-- WORK INSTRUCTION --
Search the data for the string "green" and copy each line where it turns up.

-- SOURCE MATERIAL --
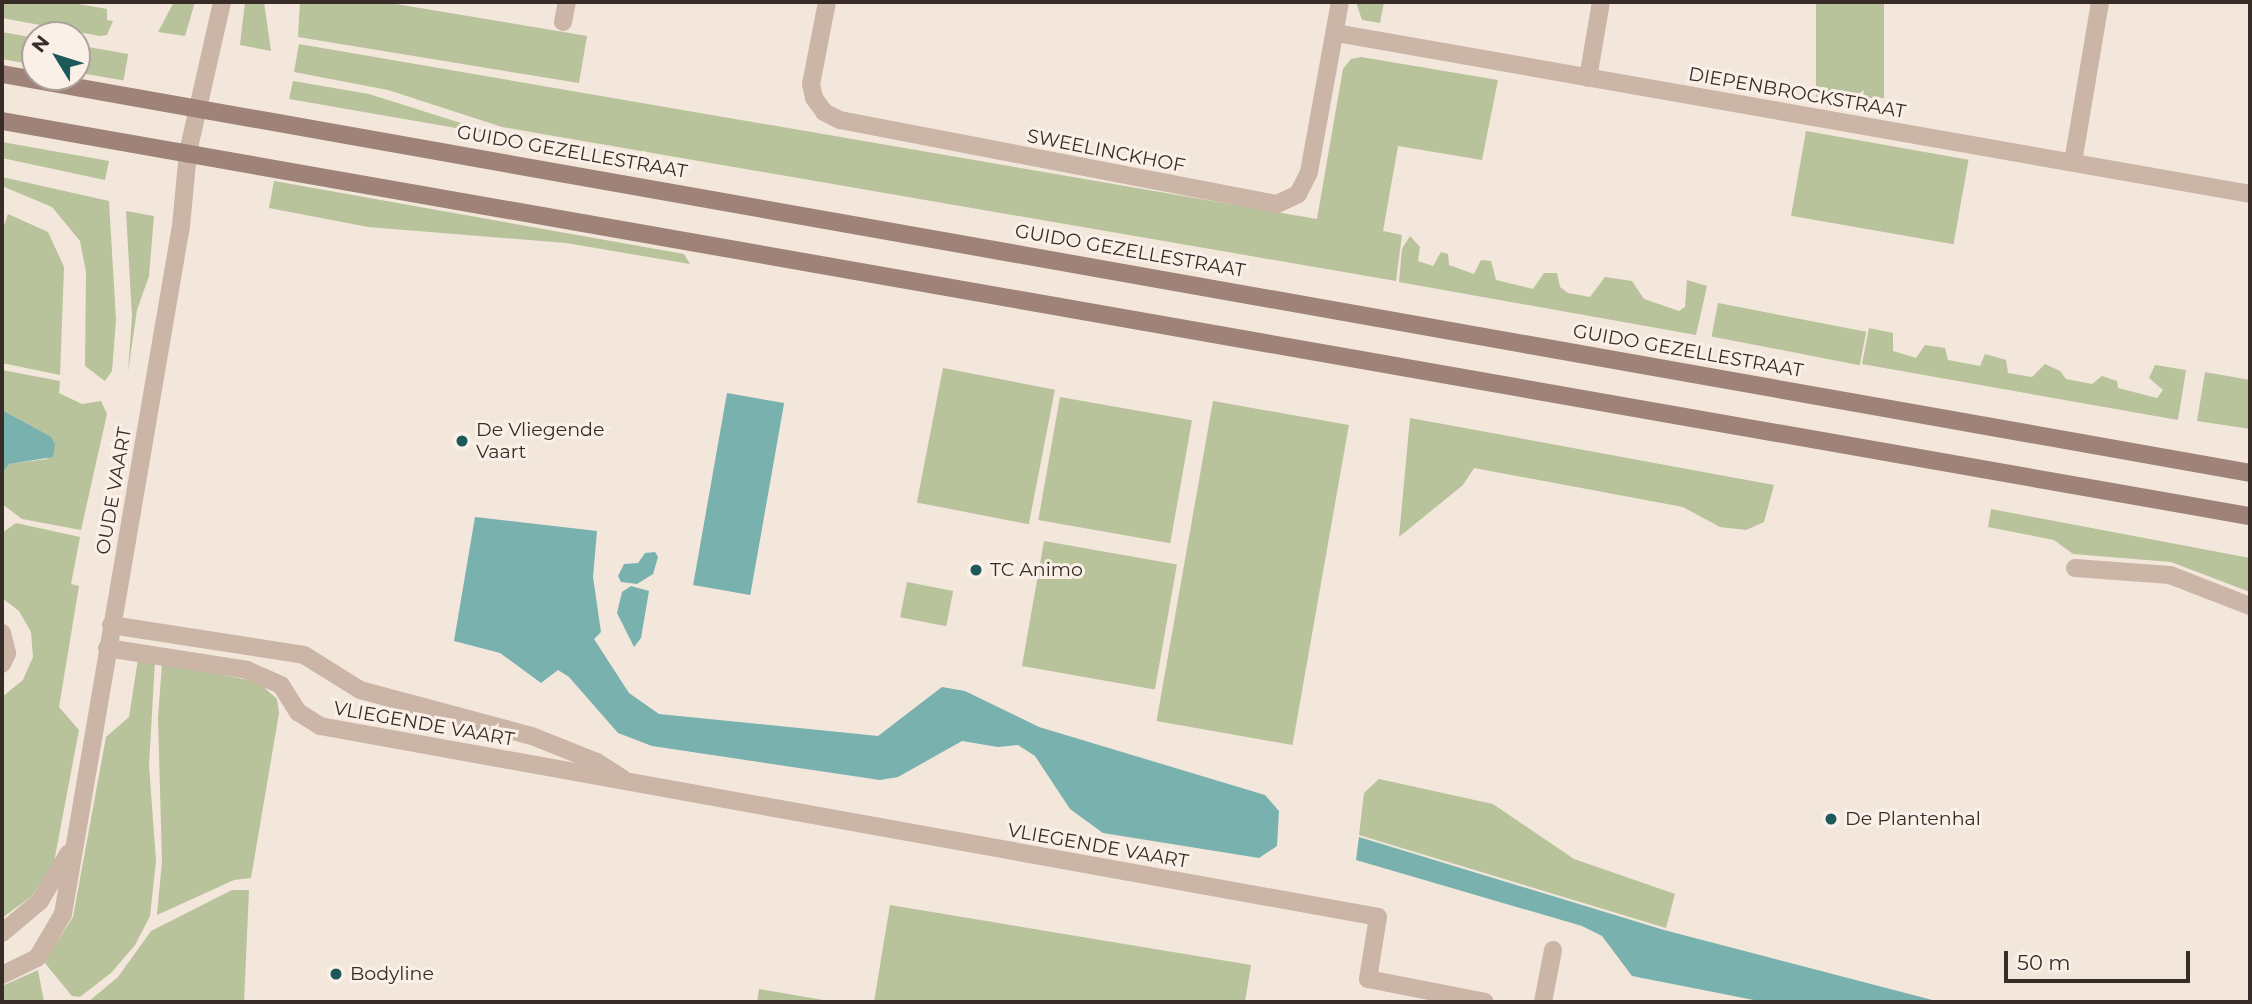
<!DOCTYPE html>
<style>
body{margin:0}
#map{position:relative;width:2252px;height:1004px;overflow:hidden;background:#f3e6db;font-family:Montserrat,sans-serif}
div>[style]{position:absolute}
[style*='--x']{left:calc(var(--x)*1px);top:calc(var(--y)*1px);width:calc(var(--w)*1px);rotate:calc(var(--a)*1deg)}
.green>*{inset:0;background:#b8c29b;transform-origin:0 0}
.water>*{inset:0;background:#79b1af;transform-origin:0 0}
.minor>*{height:18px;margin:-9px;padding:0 9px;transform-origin:9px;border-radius:9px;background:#cbb5a7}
.tertiary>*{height:18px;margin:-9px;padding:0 9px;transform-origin:9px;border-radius:9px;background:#cbb5a7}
.secondary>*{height:18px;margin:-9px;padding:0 9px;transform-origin:9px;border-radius:9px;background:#9f8378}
.dots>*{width:19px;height:19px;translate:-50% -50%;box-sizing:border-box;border:4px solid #faf0e8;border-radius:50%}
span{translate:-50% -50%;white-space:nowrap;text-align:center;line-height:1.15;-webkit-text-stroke:6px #faf0e8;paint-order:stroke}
.street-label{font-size:19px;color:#372c28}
.poi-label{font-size:19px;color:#372c28}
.left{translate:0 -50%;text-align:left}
.frame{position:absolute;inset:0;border:4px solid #372c28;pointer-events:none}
.north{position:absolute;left:21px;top:21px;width:70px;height:70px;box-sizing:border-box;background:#faf0e8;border:2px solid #aca29b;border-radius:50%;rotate:308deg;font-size:19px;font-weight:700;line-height:28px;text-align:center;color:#372c28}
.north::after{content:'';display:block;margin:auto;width:24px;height:32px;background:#1c5a5a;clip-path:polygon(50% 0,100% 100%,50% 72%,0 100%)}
.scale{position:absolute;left:2004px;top:951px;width:186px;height:32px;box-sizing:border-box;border:4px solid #372c28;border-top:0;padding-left:9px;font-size:21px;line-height:24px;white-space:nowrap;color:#372c28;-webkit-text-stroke:5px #faf0e8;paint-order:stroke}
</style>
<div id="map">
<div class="green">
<div style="clip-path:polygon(2px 2px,67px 2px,107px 9px,107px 20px,113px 21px,107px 35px,100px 36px,2px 18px)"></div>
<div style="clip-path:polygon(174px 2px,195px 2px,185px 36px,158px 32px)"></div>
<div style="clip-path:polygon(245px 2px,264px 2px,271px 51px,240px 45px)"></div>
<div style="clip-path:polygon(300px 2px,384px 2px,587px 36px,579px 83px,298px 37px)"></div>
<div style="clip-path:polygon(1356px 2px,1384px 2px,1380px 23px,1362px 20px)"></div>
<div style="left:1816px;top:2px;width:68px;height:96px"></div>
<div style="clip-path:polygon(2px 32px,35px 38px,35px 65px,2px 59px)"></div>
<div style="clip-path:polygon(299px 44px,1317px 219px,1343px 69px,1351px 59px,1361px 57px,1498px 80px,1482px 160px,1398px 146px,1383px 231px,1402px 235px,1396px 281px,502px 127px,388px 90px,294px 72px)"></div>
<div style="left:77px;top:45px;width:52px;height:27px;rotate:10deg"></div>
<div style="clip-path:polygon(293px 81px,369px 94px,502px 136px,289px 99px)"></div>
<div style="left:1806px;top:131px;width:165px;height:86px;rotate:10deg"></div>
<div style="clip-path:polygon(2px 142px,109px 161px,105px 180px,2px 158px)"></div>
<div style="clip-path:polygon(2px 177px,109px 201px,116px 320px,112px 371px,105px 381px,85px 366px,86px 272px,80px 241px,52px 207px,2px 186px)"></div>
<div style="clip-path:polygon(274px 181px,684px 254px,690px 264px,566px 243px,368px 227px,269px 208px)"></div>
<div style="clip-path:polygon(126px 211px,154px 216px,149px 276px,137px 310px,128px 372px,132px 316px)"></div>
<div style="clip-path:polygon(8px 214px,48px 232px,64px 267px,60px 375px,2px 363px,2px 231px)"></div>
<div style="clip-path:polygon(1410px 236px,1420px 247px,1418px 261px,1433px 266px,1441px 252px,1448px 254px,1449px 265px,1474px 274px,1481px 260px,1491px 261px,1496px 280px,1533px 289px,1544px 273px,1557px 273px,1560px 287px,1568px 293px,1590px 297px,1605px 277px,1632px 281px,1644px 299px,1679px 311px,1685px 307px,1687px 280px,1707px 286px,1696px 335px,1399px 282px,1402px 249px)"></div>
<div style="left:1718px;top:303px;width:151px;height:34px;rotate:11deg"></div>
<div style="clip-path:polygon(1869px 328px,1893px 333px,1893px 351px,1916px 358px,1925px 345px,1945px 348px,1948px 360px,1980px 366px,1985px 354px,2006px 360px,2008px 373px,2032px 377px,2045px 364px,2060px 371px,2066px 379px,2092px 384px,2102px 376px,2117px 381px,2118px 388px,2157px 398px,2163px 390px,2149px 378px,2155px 365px,2186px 370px,2178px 420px,1862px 364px)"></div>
<div style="left:943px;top:368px;width:114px;height:137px;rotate:11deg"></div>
<div style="clip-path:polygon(2px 370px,60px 381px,59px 393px,82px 404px,101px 401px,107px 414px,81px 530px,22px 519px,2px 504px,2px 473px,8px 464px,47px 459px,50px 436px,2px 410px)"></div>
<div style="clip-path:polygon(2205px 372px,2250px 380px,2250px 429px,2197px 421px)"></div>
<div style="left:1060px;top:397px;width:134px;height:125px;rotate:10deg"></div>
<div style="left:1213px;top:401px;width:138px;height:325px;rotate:10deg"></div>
<div style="clip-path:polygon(1410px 418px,1774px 485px,1764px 522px,1746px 530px,1720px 527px,1683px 507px,1474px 468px,1463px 485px,1399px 537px)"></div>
<div style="clip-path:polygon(1991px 509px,2250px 558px,2250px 592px,2171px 562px,2073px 554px,2054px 540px,1988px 527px)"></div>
<div style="clip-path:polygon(16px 523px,80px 537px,71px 584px,79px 586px,59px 707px,79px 730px,54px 862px,32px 896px,2px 918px,2px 697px,23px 680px,33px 657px,31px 632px,19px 611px,2px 598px,2px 533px)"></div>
<div style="left:1044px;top:541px;width:135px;height:127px;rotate:10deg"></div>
<div style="left:907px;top:582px;width:47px;height:36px;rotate:11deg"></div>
<div style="clip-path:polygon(138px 659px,155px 661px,149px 765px,156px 861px,150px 916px,135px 945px,112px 972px,80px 997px,72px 996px,44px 962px,73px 917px,106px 737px,129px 717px)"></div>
<div style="clip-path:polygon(162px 663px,258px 682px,277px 699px,279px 713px,251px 878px,234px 880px,157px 915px,162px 861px,158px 718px)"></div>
<div style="clip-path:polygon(1379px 779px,1493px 804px,1574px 859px,1675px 894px,1666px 928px,1359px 835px,1364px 793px)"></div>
<div style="clip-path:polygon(232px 890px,249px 890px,244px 1002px,88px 1002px,118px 977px,151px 931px)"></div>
<div style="clip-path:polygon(890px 905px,1251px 965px,1245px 1002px,874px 1002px)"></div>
<div style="clip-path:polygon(38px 970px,44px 1002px,2px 1002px,2px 986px)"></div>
<div style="clip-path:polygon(759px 989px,835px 1002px,757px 1002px)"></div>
</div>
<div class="water">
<div style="left:727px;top:393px;width:58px;height:195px;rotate:10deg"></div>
<div style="clip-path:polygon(2px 410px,50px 436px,55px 444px,53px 457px,9px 464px,2px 473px)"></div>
<div style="clip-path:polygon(475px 517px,597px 531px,593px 577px,601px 632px,594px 639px,629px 693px,659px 714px,878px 736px,942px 687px,965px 691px,1039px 727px,1265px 795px,1279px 811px,1277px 846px,1259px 858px,1103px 833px,1070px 809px,1035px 756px,1018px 745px,998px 747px,962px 741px,898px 777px,880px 780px,652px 746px,618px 733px,569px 677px,558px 670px,541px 683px,500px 653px,454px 641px)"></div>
<div style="clip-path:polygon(655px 552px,658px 557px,653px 574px,637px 584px,621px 582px,618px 576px,624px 564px,638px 563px,645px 553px)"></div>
<div style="clip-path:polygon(631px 586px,649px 591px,641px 638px,634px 647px,617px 613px,622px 592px)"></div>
<div style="clip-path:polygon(1359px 837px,1664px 930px,1940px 1002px,1764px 1002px,1632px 976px,1602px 936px,1582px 926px,1356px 860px)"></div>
</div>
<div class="minor">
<div style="--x:827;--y:2;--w:84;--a:101"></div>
<div style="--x:811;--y:84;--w:14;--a:78"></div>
<div style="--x:814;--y:98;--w:17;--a:54"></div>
<div style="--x:824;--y:112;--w:18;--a:27"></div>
<div style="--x:840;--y:120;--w:445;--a:10.9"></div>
<div style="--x:1277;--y:204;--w:23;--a:-25"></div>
<div style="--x:1298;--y:194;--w:25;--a:-63"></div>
<div style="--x:1309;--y:172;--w:173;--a:-79.7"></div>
<div style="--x:563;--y:22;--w:20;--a:-79"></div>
<div style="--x:1336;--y:33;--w:928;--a:9.99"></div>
<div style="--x:1588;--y:78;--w:77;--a:-80.3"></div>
<div style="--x:2073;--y:162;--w:162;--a:-80.4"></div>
<div style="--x:2075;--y:568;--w:95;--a:4.2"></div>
<div style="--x:2170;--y:575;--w:86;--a:21.2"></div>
<div style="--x:111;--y:625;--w:195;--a:8.8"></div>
<div style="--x:304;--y:655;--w:66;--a:32"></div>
<div style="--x:360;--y:690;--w:178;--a:15"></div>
<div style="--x:532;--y:736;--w:70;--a:21.8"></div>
<div style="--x:597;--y:762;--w:30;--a:33"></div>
<div style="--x:2;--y:633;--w:21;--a:76"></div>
<div style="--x:7;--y:653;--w:12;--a:114"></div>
<div style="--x:107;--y:648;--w:142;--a:8.9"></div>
<div style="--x:247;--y:670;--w:37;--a:24"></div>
<div style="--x:281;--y:685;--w:32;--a:58"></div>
<div style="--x:298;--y:712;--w:26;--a:32"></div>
<div style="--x:320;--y:726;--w:1075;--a:10.23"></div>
<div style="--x:1378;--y:917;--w:63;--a:99.2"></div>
<div style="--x:1368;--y:979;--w:119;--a:11.1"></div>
<div style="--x:2;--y:933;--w:50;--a:-40.1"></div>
<div style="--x:40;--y:901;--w:55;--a:-59.2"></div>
<div style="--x:2;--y:975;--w:39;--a:-26"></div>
<div style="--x:37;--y:958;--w:51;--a:-59.4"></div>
<div style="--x:63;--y:914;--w:698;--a:-80.27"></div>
<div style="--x:181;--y:226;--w:74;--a:-84.6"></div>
<div style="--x:1543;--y:1002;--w:53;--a:-79.1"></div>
</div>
<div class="tertiary">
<div style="--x:188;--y:152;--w:154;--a:-77.2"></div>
</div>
<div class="secondary">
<div style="--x:2;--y:74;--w:2283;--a:10.06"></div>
<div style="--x:2;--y:121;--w:2282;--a:9.97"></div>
</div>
<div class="dots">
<div style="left:462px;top:441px;background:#1c5a5a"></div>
<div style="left:976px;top:570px;background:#1c5a5a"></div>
<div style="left:1831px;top:819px;background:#1c5a5a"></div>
<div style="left:336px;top:974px;background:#1c5a5a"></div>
</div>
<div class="street-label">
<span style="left:1797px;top:93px;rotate:10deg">DIEPENBROCKSTRAAT</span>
<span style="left:1106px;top:151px;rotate:11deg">SWEELINCKHOF</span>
<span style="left:572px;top:152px;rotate:10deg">GUIDO GEZELLESTRAAT</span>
<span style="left:1130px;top:251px;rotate:10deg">GUIDO GEZELLESTRAAT</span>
<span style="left:1688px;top:351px;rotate:10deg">GUIDO GEZELLESTRAAT</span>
<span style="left:114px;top:491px;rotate:-80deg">OUDE VAART</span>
<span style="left:424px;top:724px;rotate:10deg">VLIEGENDE VAART</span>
<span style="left:1098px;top:846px;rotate:10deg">VLIEGENDE VAART</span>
</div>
<div class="poi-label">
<span class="left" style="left:476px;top:441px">De Vliegende<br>Vaart</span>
<span class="left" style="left:990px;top:570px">TC Animo</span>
<span class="left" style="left:1845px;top:819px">De Plantenhal</span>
<span class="left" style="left:350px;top:974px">Bodyline</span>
</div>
<div class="frame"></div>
<div class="north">N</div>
<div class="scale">50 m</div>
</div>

-- RESULT OF THE EXERCISE --
.green>*{inset:0;background:#b8c29b;transform-origin:0 0}
<div class="green">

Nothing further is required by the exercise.